== Segment start ==
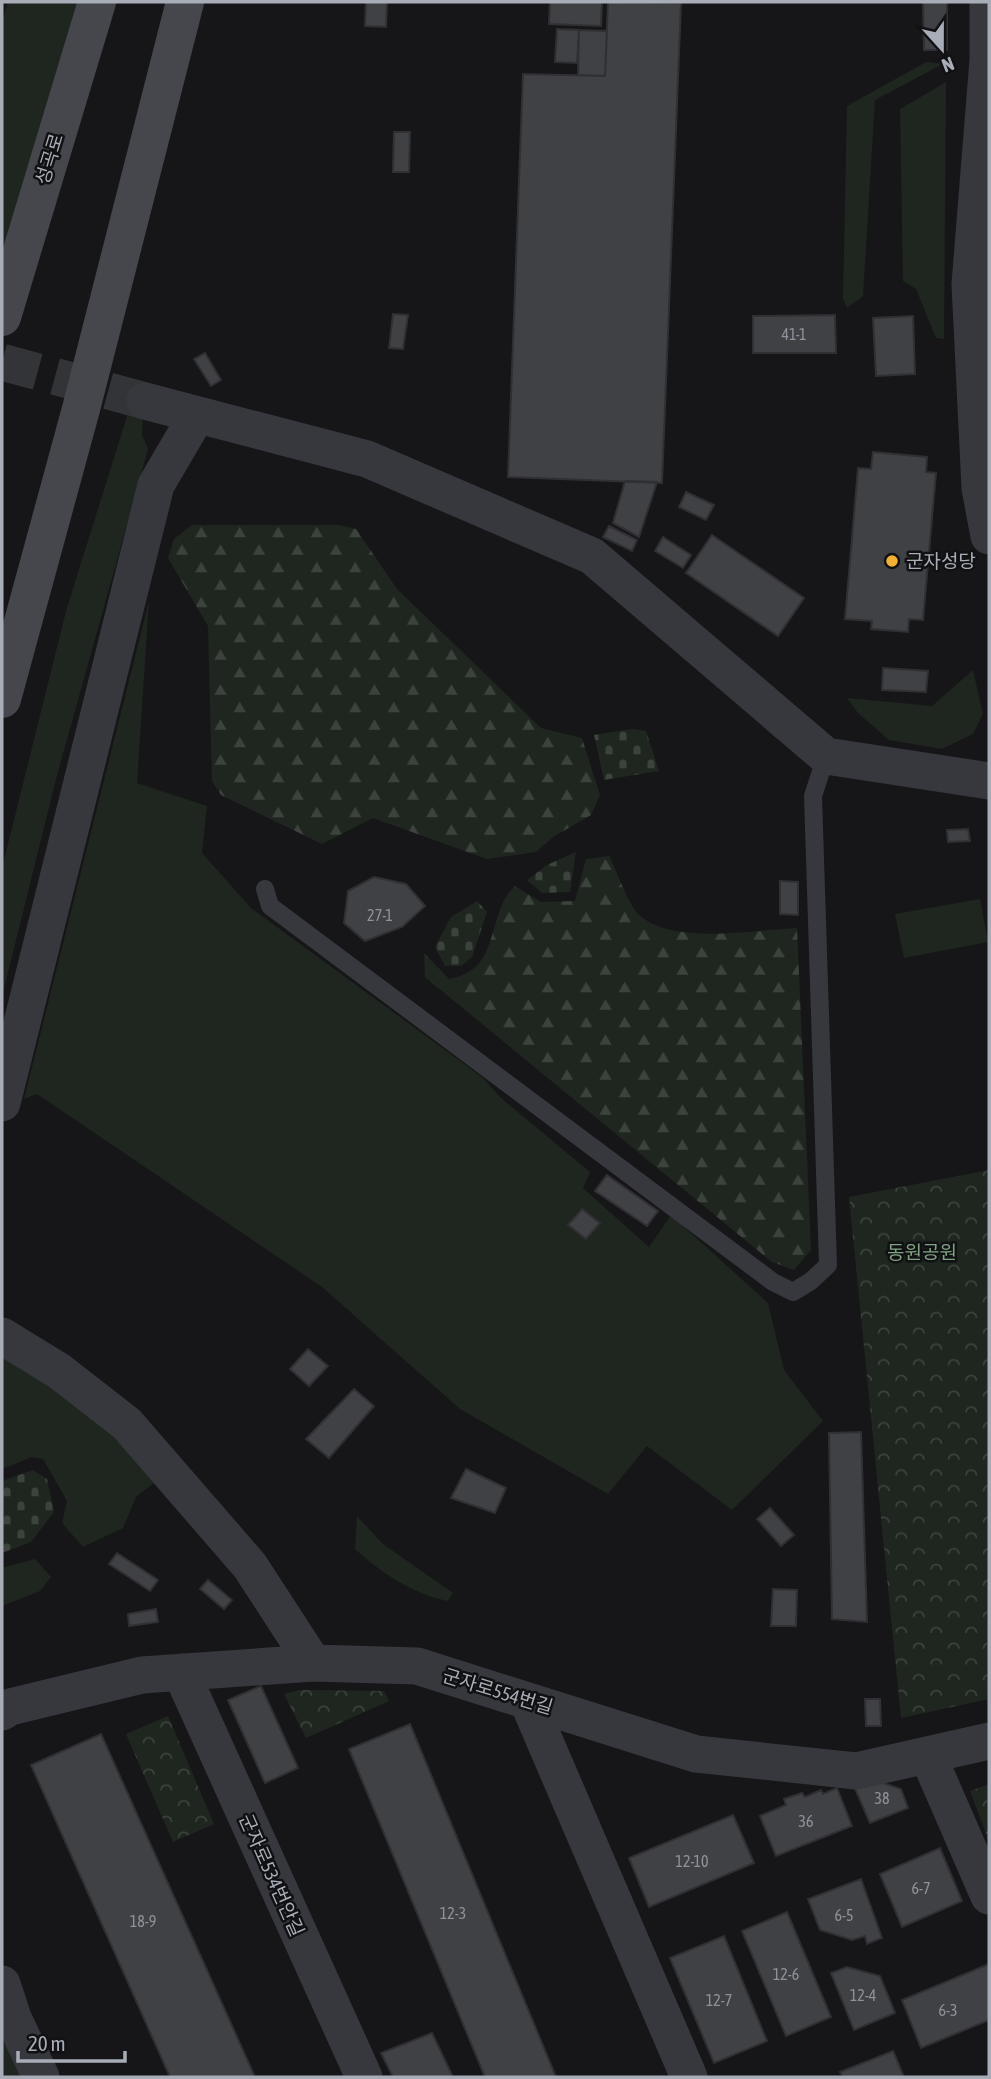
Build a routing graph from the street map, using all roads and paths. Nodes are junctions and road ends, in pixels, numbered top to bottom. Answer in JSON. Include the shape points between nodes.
{"nodes":[{"id":1,"x":97,"y":2,"type":"edge"},
{"id":2,"x":185,"y":2,"type":"edge"},
{"id":3,"x":989,"y":2,"type":"edge"},
{"id":4,"x":980,"y":282,"type":"edge"},
{"id":5,"x":2,"y":317,"type":"edge"},
{"id":6,"x":145,"y":401,"type":"tunnel mouth"},
{"id":7,"x":197,"y":415,"type":"junction"},
{"id":8,"x":989,"y":536,"type":"edge"},
{"id":9,"x":2,"y":699,"type":"edge"},
{"id":10,"x":826,"y":756,"type":"junction"},
{"id":11,"x":989,"y":781,"type":"edge"},
{"id":12,"x":265,"y":890,"type":"dead end"},
{"id":13,"x":2,"y":1103,"type":"edge"},
{"id":14,"x":2,"y":1336,"type":"edge"},
{"id":15,"x":313,"y":1663,"type":"junction"},
{"id":16,"x":181,"y":1672,"type":"junction"},
{"id":17,"x":528,"y":1702,"type":"junction"},
{"id":18,"x":2,"y":1712,"type":"edge"},
{"id":19,"x":989,"y":1741,"type":"edge"},
{"id":20,"x":928,"y":1756,"type":"junction"},
{"id":21,"x":989,"y":1896,"type":"edge"},
{"id":22,"x":2,"y":1984,"type":"edge"},
{"id":23,"x":41,"y":2077,"type":"edge"},
{"id":24,"x":364,"y":2077,"type":"edge"},
{"id":25,"x":689,"y":2077,"type":"edge"}],
"edges":[{"from":1,"to":5,"type":"main road","name":"성곡로"},
{"from":2,"to":9,"type":"main road"},
{"from":3,"to":4,"type":"street"},
{"from":4,"to":8,"type":"street","via":[[980,488]]},
{"from":6,"to":7,"type":"street"},
{"from":7,"to":10,"type":"street","via":[[367,459],[592,556]]},
{"from":7,"to":13,"type":"street","via":[[156,485]]},
{"from":10,"to":11,"type":"street"},
{"from":10,"to":12,"type":"lane","via":[[813,796],[828,1265],[793,1293],[270,906]]},
{"from":14,"to":15,"type":"street","via":[[58,1371],[127,1424],[250,1566]]},
{"from":15,"to":16,"type":"street","name":"군자로554번길"},
{"from":15,"to":17,"type":"street","name":"군자로554번길","via":[[417,1666]]},
{"from":16,"to":18,"type":"street","name":"군자로554번길","via":[[142,1675]]},
{"from":16,"to":24,"type":"street","name":"군자로534번안길"},
{"from":17,"to":20,"type":"street","name":"군자로554번길","via":[[696,1754],[856,1772]]},
{"from":17,"to":25,"type":"street"},
{"from":19,"to":20,"type":"street","name":"군자로554번길"},
{"from":20,"to":21,"type":"street"},
{"from":22,"to":23,"type":"street"}]}
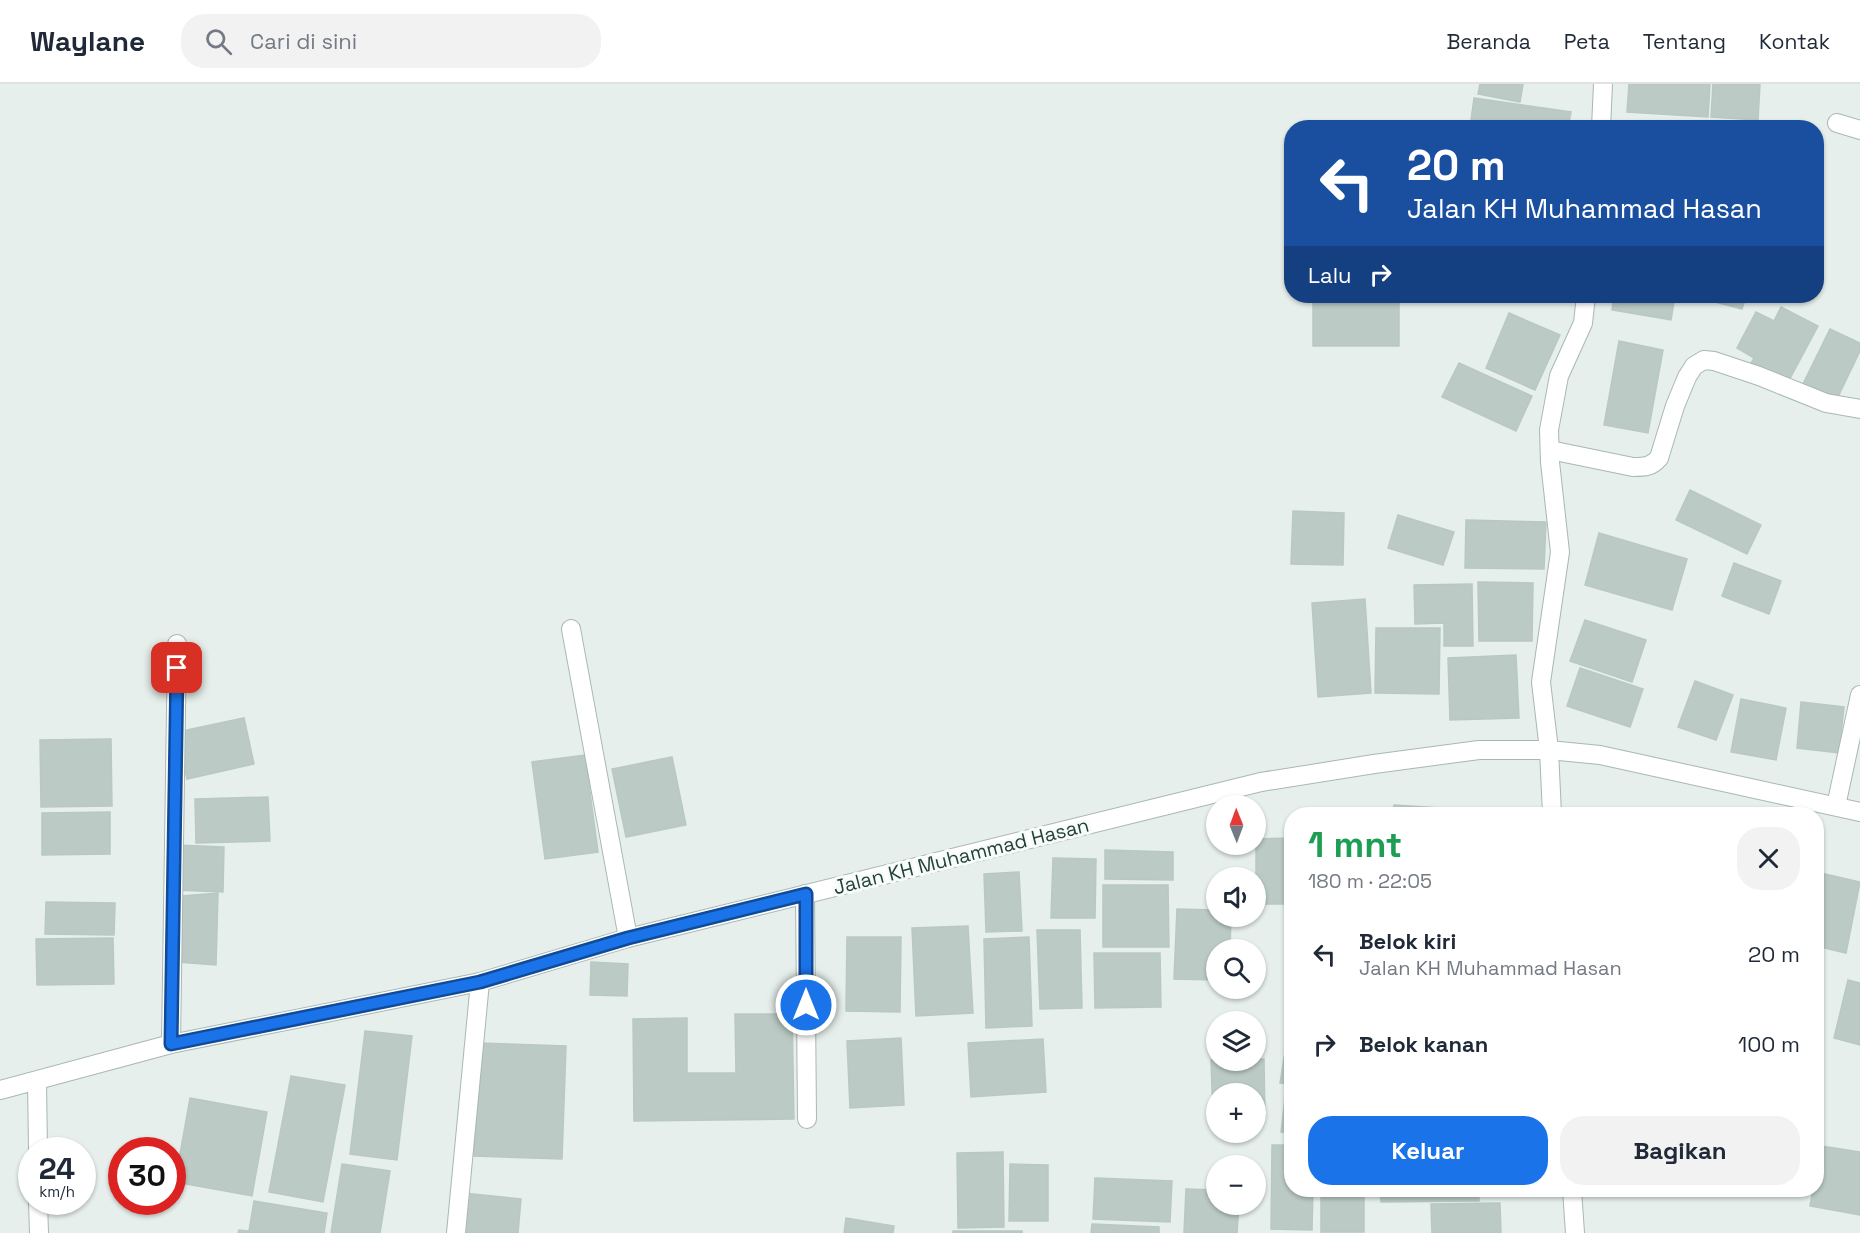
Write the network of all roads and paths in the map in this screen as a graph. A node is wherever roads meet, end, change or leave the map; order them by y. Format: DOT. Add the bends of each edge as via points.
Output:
graph roads {
  1 [pos="1603,84"];
  2 [pos="1601,120"];
  3 [pos="1837,123"];
  4 [pos="1860,130"];
  5 [pos="1585,303"];
  6 [pos="1860,409"];
  7 [pos="1550,450"];
  8 [pos="571,629"];
  9 [pos="177,645"];
  10 [pos="1860,695"];
  11 [pos="1549,750"];
  12 [pos="1552,807"];
  13 [pos="1836,807"];
  14 [pos="1860,812"];
  15 [pos="806,894"];
  16 [pos="628,938"];
  17 [pos="480,982"];
  18 [pos="171,1044"];
  19 [pos="37,1082"];
  20 [pos="0,1090"];
  21 [pos="807,1119"];
  22 [pos="38,1137"];
  23 [pos="1572,1197"];
  24 [pos="38,1215"];
  25 [pos="39,1233"];
  26 [pos="456,1233"];
  27 [pos="1575,1233"];
  1 -- 2 [label="street"];
  3 -- 4 [label="street"];
  5 -- 7 [label="street" via="1583,323 1559,376 1549,430"];
  6 -- 7 [label="street" via="1826,403 1759,376 1704,360 1687,377 1654,464 1633,467"];
  7 -- 11 [label="street" via="1560,552 1541,682"];
  8 -- 16 [label="street"];
  9 -- 18 [label="street"];
  10 -- 13 [label="street"];
  11 -- 12 [label="street"];
  11 -- 13 [label="street, Jalan KH Muhammad Hasan" via="1600,755"];
  11 -- 15 [label="street, Jalan KH Muhammad Hasan" via="1479,750 1261,782"];
  13 -- 14 [label="street, Jalan KH Muhammad Hasan"];
  15 -- 16 [label="street, Jalan KH Muhammad Hasan"];
  15 -- 21 [label="street"];
  16 -- 17 [label="street, Jalan KH Muhammad Hasan"];
  17 -- 18 [label="street, Jalan KH Muhammad Hasan"];
  17 -- 26 [label="street"];
  18 -- 19 [label="street, Jalan KH Muhammad Hasan"];
  19 -- 20 [label="street, Jalan KH Muhammad Hasan"];
  19 -- 22 [label="street"];
  23 -- 27 [label="street"];
  24 -- 25 [label="street"];
}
== Segment end ==
## Task description
Lines that contain the string "main" should be copied from the material above.

## Solution
"edges":[{"from":1,"to":5,"type":"main road","name":"성곡로"},
{"from":2,"to":9,"type":"main road"},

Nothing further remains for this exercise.